_Record set:_
§

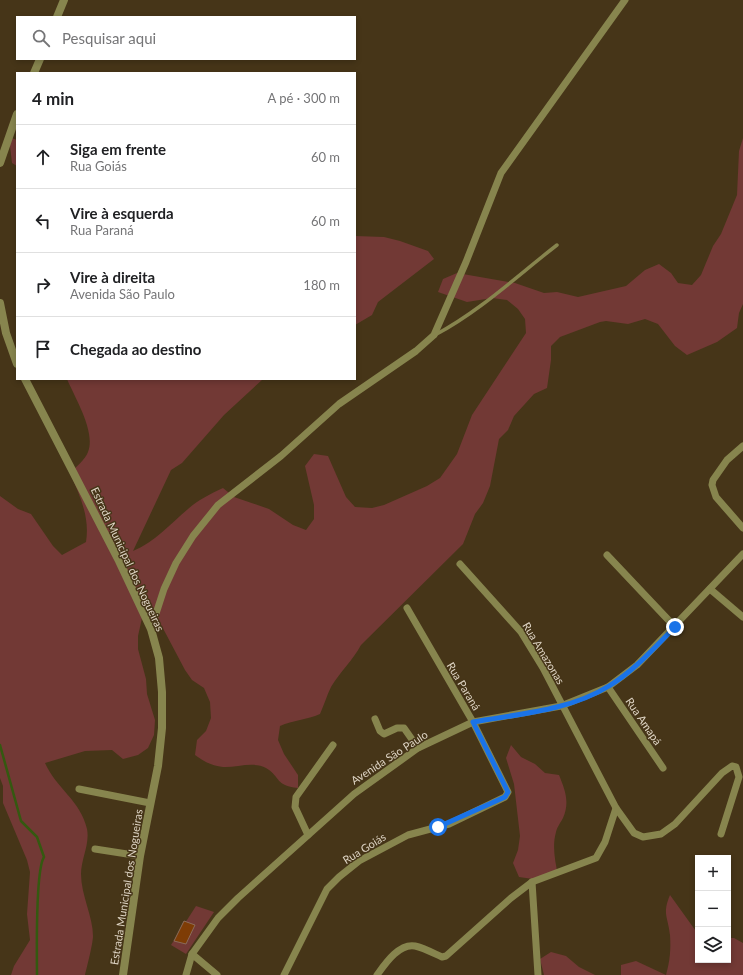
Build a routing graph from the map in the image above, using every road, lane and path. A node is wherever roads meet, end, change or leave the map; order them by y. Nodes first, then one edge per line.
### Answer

§

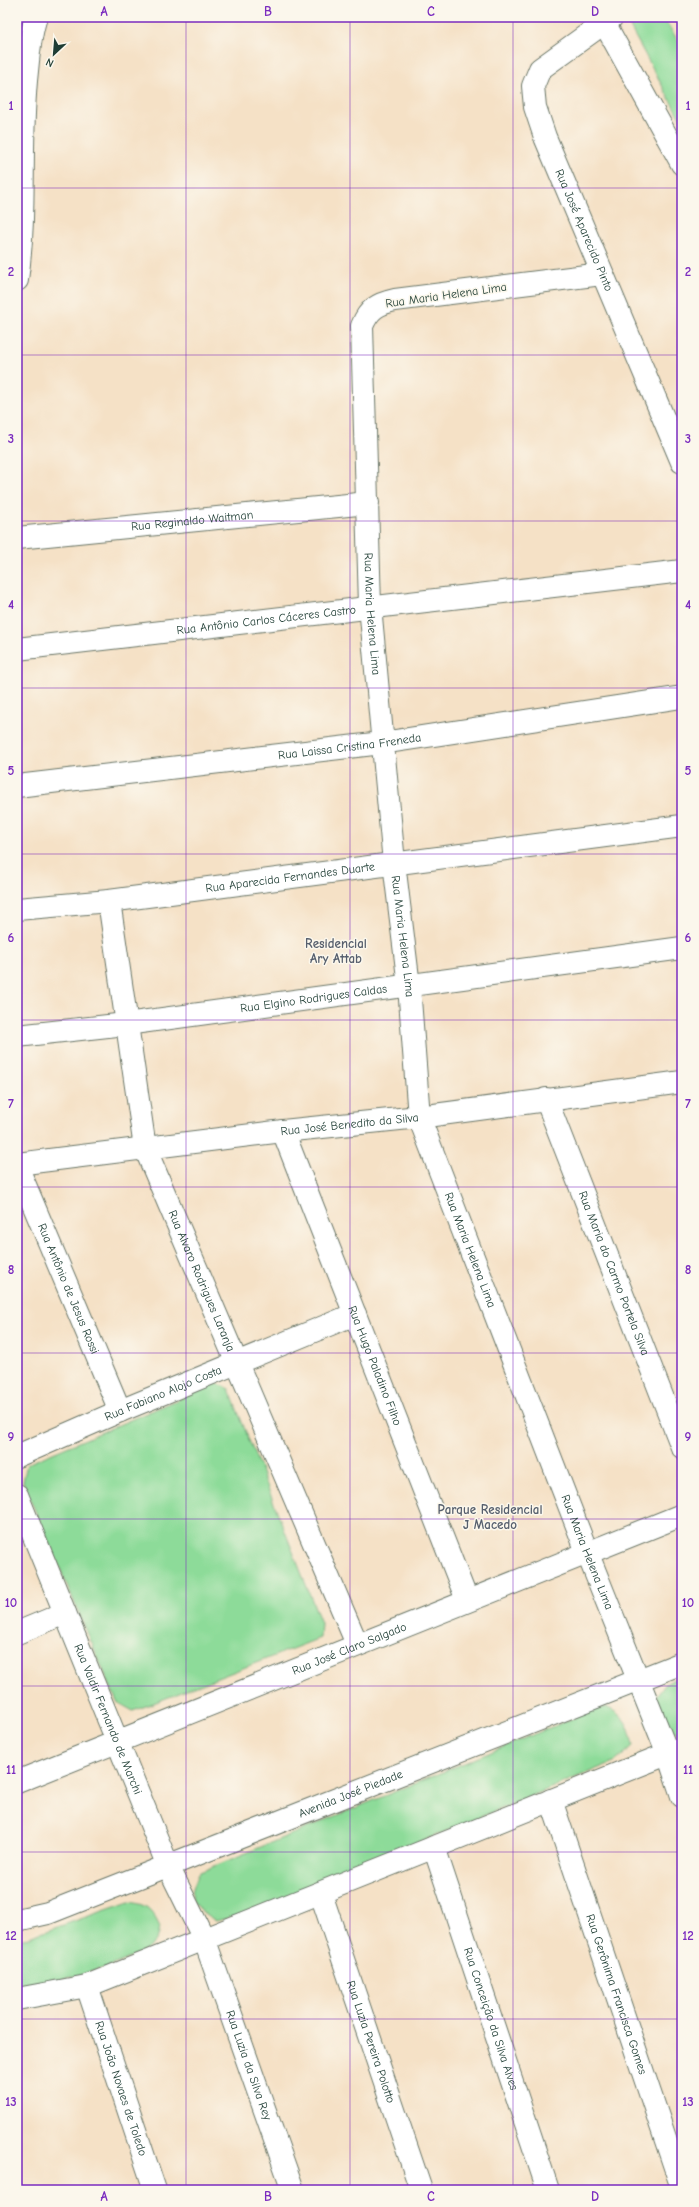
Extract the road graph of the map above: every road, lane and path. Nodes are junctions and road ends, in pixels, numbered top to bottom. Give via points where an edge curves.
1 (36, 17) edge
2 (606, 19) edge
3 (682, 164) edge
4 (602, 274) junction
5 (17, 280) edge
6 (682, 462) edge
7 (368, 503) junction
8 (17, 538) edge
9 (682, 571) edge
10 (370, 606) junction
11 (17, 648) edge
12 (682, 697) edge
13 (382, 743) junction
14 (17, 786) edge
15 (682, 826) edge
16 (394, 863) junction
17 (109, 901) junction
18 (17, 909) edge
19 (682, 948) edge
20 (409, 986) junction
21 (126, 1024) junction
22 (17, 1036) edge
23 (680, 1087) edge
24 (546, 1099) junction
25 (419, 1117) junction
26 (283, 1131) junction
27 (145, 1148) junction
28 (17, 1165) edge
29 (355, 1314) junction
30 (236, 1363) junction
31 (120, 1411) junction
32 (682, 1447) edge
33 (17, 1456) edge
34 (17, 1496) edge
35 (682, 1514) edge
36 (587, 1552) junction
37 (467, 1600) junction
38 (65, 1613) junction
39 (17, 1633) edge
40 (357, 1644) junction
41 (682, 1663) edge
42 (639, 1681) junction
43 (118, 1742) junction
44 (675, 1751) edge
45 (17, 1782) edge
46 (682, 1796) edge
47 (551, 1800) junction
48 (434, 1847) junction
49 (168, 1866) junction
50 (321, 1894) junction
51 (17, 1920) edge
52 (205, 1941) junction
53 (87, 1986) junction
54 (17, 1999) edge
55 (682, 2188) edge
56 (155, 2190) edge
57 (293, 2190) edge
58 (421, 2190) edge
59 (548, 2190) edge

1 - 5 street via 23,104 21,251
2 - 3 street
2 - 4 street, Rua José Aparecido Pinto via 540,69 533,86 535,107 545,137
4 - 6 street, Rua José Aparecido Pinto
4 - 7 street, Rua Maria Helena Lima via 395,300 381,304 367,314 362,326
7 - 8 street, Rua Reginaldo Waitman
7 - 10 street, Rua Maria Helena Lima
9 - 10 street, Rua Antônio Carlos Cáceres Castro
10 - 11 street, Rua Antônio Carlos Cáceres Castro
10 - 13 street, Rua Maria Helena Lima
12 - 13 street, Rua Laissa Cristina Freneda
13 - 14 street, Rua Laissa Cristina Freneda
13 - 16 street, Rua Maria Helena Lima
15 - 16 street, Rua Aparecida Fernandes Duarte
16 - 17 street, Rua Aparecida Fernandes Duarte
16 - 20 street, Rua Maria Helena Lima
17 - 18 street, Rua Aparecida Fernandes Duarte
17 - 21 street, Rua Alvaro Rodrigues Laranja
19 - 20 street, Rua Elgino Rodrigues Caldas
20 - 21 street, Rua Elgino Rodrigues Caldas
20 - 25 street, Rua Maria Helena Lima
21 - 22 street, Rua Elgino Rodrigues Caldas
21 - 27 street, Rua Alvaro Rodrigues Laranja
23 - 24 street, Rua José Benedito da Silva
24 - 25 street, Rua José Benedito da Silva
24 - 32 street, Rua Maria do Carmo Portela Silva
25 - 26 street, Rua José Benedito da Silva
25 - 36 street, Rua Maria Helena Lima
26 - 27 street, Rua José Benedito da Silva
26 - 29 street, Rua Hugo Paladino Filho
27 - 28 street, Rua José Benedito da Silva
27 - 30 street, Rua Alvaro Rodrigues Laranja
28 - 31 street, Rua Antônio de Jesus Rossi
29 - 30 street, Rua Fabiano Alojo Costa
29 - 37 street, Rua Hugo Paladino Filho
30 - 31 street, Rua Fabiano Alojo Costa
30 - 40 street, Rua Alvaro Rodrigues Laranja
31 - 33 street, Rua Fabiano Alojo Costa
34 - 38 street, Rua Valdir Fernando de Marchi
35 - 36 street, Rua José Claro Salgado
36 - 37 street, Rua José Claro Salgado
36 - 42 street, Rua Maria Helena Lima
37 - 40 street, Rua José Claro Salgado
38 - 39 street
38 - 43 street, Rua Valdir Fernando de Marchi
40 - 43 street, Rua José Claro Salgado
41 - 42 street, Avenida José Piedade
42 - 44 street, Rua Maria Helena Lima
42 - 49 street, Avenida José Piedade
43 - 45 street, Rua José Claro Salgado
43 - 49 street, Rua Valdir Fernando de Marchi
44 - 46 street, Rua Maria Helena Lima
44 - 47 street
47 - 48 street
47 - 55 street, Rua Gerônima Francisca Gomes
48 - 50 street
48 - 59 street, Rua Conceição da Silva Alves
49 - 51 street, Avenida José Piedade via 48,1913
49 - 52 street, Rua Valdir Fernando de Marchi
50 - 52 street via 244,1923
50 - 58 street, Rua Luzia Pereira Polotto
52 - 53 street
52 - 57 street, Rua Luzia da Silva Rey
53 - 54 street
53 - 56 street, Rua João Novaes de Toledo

§

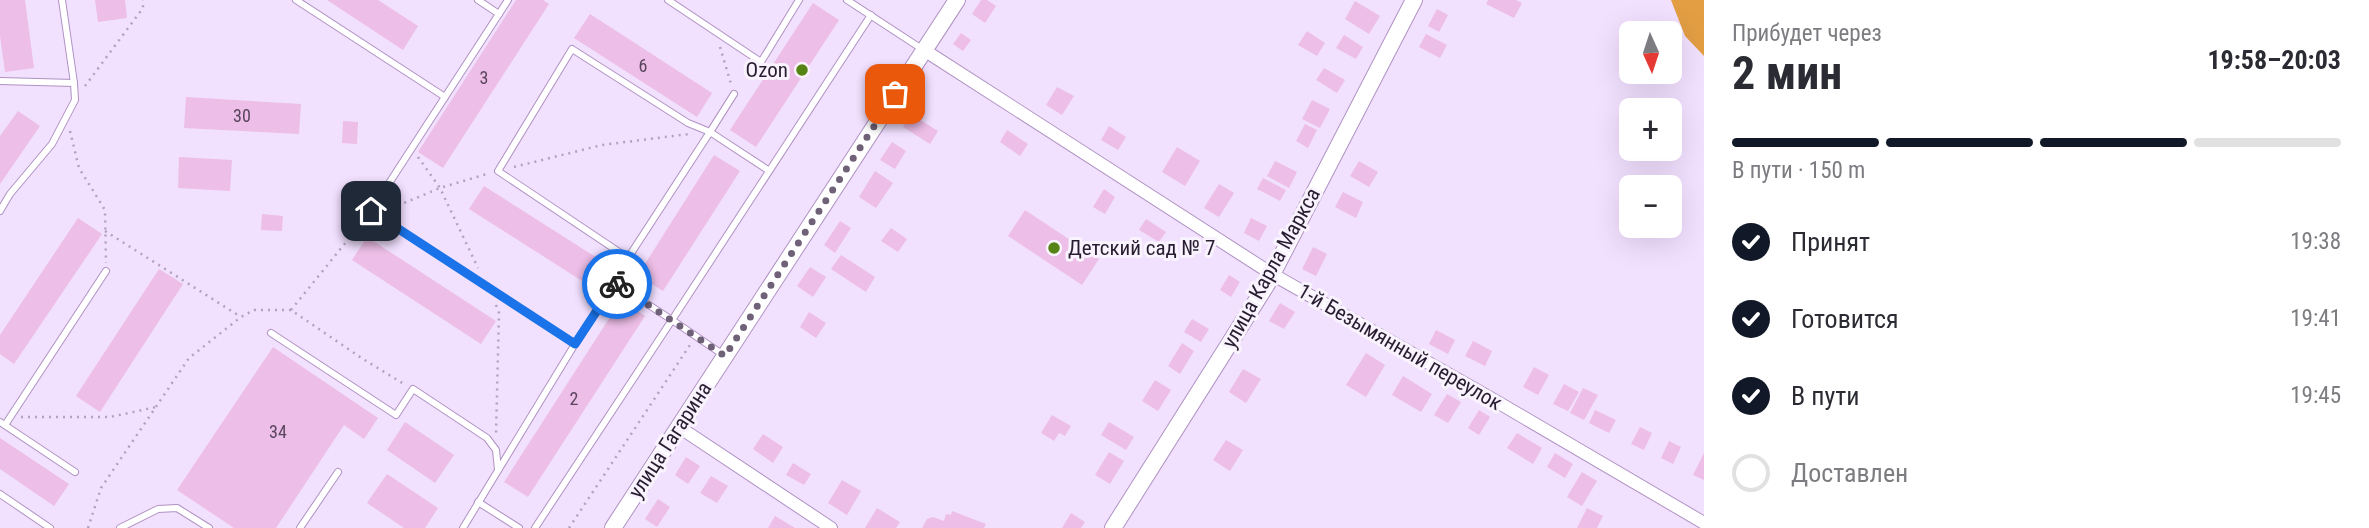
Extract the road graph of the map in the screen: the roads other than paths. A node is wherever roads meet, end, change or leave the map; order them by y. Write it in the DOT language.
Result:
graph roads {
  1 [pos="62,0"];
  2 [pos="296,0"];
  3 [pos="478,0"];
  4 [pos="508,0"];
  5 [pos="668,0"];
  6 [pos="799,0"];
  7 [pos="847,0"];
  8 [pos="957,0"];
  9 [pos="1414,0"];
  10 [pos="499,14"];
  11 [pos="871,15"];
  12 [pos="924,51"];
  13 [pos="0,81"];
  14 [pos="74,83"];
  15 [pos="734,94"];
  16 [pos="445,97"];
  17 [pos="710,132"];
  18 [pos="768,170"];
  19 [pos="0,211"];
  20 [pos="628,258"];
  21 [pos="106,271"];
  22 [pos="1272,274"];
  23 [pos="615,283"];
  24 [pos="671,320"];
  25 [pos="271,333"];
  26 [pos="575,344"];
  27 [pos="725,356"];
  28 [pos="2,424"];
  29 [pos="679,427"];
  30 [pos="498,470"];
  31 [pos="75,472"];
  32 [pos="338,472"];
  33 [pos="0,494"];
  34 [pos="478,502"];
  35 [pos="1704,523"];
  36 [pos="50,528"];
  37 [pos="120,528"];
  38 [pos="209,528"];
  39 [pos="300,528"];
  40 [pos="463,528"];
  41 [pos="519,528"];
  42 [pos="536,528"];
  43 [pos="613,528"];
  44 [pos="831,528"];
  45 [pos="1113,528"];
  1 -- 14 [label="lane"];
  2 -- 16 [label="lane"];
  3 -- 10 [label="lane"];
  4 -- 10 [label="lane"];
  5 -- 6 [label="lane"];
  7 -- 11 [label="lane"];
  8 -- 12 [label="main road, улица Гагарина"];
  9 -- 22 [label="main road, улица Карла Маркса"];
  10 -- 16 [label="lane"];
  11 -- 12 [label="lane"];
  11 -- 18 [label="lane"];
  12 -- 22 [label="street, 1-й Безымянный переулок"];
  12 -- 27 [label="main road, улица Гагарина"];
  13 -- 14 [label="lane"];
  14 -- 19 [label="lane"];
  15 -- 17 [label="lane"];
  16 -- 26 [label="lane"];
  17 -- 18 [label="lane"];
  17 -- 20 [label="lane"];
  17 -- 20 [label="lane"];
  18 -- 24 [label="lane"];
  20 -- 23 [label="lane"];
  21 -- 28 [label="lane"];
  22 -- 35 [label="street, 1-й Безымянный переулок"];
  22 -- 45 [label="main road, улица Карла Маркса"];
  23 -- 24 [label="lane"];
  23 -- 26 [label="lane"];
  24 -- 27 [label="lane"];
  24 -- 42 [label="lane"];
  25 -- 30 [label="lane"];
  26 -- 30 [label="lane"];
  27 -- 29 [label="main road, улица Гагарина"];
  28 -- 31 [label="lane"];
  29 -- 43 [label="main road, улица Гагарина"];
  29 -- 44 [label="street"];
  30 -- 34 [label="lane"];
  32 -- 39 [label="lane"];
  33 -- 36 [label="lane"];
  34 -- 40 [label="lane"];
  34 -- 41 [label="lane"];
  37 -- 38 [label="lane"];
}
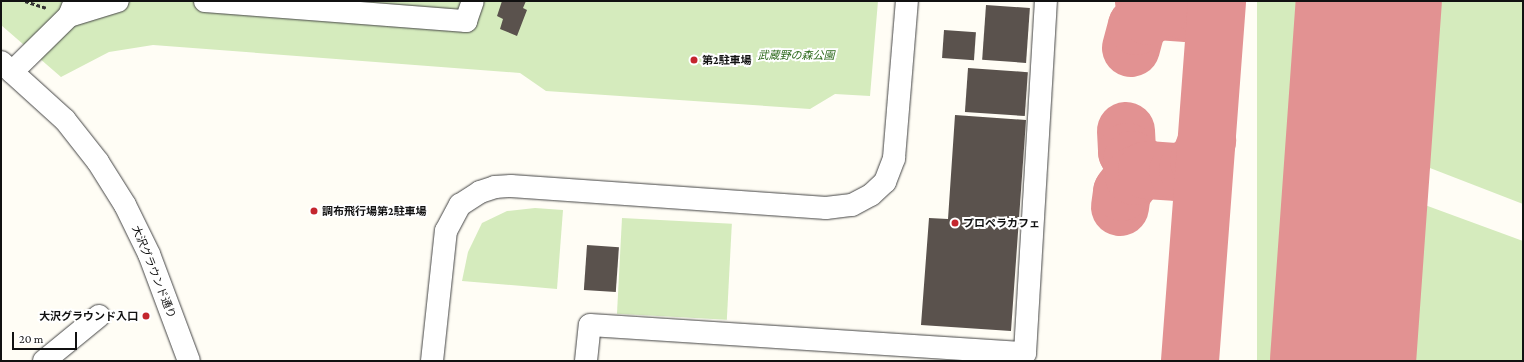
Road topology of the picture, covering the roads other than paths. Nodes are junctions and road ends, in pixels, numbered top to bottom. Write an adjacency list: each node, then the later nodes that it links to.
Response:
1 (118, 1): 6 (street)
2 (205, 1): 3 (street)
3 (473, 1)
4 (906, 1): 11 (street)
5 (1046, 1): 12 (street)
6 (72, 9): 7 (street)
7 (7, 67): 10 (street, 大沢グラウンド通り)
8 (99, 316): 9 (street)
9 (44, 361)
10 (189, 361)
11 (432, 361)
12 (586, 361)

§

_Task directions:_ Write out every line of the data that holds the word "than".

_Finished task:_
Extract the road graph of the map in the screen: the roads other than paths. A node is wherever roads meet, end, change or leave the map; order them by y. Write it in the DOT language.
Road topology of the picture, covering the roads other than paths. Nodes are junctions and road ends, in pixels, numbered top to bottom. Write an adjacency list: each node, then the later nodes that it links to.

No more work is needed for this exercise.